An exchange between the Chinese Nationalist Party (KMT) and Chinese Communist Party (CCP) would be held in Beijing next week if the KMT blocked the special defense budget today, people familiar with the matter said.
The KMT and Taiwan People’s Party (TPP) later blocked the Executive Yuan’s NT$1.25 trillion (US$39.68 billion) special defense budget from proceeding through the legislative process for the 10th time.
During a meeting of the Legislative Yuan’s Procedure Committee, the KMT and TPP, which together hold a majority in the legislature, voted not to include the special defense budget in Friday’s legislative meeting — the last of the current legislative session.
Photo: Chen Yi-kuan, Taipei Times
The committee passed the proposed agenda by a vote of 10 in favor and eight against.

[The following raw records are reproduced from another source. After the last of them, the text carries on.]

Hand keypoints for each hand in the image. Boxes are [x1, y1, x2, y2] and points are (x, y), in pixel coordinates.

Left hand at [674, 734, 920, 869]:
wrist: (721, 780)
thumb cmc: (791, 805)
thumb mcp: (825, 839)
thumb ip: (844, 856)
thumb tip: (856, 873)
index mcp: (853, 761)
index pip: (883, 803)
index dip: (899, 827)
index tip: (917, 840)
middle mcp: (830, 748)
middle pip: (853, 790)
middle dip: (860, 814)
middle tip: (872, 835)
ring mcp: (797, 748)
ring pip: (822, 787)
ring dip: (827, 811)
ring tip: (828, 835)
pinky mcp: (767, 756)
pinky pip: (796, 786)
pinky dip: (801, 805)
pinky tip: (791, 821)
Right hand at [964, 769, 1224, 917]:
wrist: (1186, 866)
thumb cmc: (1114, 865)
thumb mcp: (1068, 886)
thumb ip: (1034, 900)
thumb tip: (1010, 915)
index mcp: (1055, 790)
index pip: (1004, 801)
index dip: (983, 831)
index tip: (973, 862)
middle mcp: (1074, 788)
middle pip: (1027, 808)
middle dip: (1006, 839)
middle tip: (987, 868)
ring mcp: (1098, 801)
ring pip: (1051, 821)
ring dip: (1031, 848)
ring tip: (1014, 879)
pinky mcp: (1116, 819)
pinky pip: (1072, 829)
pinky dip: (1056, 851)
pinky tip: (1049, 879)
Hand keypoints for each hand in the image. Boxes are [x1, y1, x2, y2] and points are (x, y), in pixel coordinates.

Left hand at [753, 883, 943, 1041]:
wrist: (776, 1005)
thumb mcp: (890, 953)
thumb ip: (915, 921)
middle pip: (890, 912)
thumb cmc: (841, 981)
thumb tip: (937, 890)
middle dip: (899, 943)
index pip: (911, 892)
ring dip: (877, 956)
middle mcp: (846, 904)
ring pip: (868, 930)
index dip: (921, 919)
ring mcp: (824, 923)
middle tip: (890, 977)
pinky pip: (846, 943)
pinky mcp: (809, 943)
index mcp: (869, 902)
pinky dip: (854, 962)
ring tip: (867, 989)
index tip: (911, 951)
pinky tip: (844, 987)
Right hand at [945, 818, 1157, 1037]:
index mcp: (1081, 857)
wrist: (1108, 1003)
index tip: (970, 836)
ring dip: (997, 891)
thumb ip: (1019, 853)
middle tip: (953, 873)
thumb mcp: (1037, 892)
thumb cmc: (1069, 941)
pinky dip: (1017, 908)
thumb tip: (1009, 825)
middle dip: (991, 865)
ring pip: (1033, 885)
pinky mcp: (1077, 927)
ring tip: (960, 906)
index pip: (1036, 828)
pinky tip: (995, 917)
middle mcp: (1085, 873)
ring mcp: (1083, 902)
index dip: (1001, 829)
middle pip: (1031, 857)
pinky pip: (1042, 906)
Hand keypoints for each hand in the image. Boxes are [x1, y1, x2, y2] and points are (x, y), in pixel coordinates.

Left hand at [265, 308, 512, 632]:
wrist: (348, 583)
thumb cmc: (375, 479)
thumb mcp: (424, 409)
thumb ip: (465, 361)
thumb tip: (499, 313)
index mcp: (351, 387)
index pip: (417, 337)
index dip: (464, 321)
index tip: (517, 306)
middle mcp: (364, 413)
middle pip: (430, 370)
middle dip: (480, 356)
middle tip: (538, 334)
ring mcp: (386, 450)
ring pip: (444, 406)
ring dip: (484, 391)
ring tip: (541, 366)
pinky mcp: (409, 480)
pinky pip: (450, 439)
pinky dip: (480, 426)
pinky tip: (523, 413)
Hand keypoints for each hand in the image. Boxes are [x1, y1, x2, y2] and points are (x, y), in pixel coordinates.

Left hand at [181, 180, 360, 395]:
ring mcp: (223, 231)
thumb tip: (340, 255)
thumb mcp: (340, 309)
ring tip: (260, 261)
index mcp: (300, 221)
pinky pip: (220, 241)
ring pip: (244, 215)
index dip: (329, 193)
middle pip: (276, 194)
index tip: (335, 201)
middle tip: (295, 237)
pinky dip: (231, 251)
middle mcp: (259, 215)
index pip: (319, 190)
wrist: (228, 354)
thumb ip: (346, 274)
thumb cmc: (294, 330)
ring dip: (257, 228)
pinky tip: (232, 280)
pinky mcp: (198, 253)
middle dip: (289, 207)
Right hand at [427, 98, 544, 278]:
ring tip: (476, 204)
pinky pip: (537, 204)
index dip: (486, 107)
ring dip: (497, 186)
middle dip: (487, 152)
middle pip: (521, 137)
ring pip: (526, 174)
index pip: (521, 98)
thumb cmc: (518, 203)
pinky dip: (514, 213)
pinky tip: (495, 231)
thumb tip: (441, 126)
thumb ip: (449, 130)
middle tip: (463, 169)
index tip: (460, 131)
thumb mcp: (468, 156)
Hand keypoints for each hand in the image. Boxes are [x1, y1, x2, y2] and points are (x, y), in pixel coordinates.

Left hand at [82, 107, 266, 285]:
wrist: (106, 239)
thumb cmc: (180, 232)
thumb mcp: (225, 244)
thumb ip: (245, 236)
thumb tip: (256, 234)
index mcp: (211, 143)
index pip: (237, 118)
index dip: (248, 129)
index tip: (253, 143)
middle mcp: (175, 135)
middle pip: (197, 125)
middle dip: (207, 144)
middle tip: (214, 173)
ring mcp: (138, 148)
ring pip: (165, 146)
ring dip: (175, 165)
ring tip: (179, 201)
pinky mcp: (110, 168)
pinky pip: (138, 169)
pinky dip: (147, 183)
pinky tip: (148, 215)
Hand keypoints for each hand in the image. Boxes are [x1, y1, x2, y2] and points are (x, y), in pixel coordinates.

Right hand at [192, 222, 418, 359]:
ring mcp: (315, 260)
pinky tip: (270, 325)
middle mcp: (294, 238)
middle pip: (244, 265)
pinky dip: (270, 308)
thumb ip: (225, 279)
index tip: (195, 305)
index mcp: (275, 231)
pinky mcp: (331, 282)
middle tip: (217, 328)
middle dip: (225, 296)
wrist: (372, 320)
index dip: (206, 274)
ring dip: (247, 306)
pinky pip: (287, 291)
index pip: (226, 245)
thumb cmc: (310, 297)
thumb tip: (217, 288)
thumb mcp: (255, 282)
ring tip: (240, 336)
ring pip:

Meanwhile, earlier media reports had said that the KMT and Chinese Communist Party were planning to resume the Cross-Strait Economic, Trade and Culture Forum, better known as the “KMT-CCP Forum,” which has been suspended for nine years, although the KMT never officially confirmed such a meeting.
A forum would pave the way for a meeting between KMT Chairwoman Cheng Li-wun (鄭麗文) and Chinese President Xi Jinping (習近平), people familiar with the matter said.
However, CCP authorities believe the KMT has fallen short in certain areas and needs to demonstrate “substantive actions” before the forum can be resumed, KMT sources said, speaking on condition of anonymity.
The CCP had set conditions for the forum’s resumption, including that the KMT block the special defense budget, take a clear stance on “post-reunification” institutional arrangements and not support Taiwan-US supply chain cooperation, the sources said.
However, these conditions are starkly out of step with public opinion in Taiwan, and the KMT judged the political cost to be too high, instead proposing a scaled-down “think tank exchange” as a possible way forward, they said.
The exchange, which was expected to be held in Beijing from today through Thursday this week, would be postponed to Monday through Wednesday next week, people familiar with the matter said.
The 40-person delegation would be led by KMT Vice Chairman Hsiao Hsu-tsen (蕭旭岑) and representatives of the party’s think tank, and would be hosted by China's Taiwan Affairs Office Director Song Tao (宋濤), an informed source said.
The CCP is open to the KMT’s proposed think tank exchanges on issues such as tourism, technology, green energy and low birthrates, which the KMT sees as a temporary buffer despite Beijing viewing it as a stalling tactic, Taiwanese businesspeople based in Beijing said.
More broadly, the KMT is exploring renewed cross-strait economic cooperation regarding labor, supply chains and energy, people familiar with the matter said.
In response, the KMT said that such reports are untrue and deliberately manipulate false information.
The party vowed to take legal action.
Reviewing the national defense and arms procurement budget is part of the Legislative Yuan’s lawful duties and has no connection with cross-strait exchanges, the KMT said.
While opposition parties support reinforcing defense capabilities, scrutinizing large budgets that lack comprehensive explanations, are disproportionate in scale and unclear in structure is a matter of accountability to taxpayers and a fundamental responsibility of the legislature, the party said.
No form of cross-strait exchange, think tank dialogue or inter-party interaction has ever involved any quid pro quo, nor could arms purchases, defense policy or legislative decisions be used as preconditions, the KMT said.
Deliberately distorting the lawful oversight of the defense budget into a political transaction not only defies basic common sense but also seriously misleads the public, it said.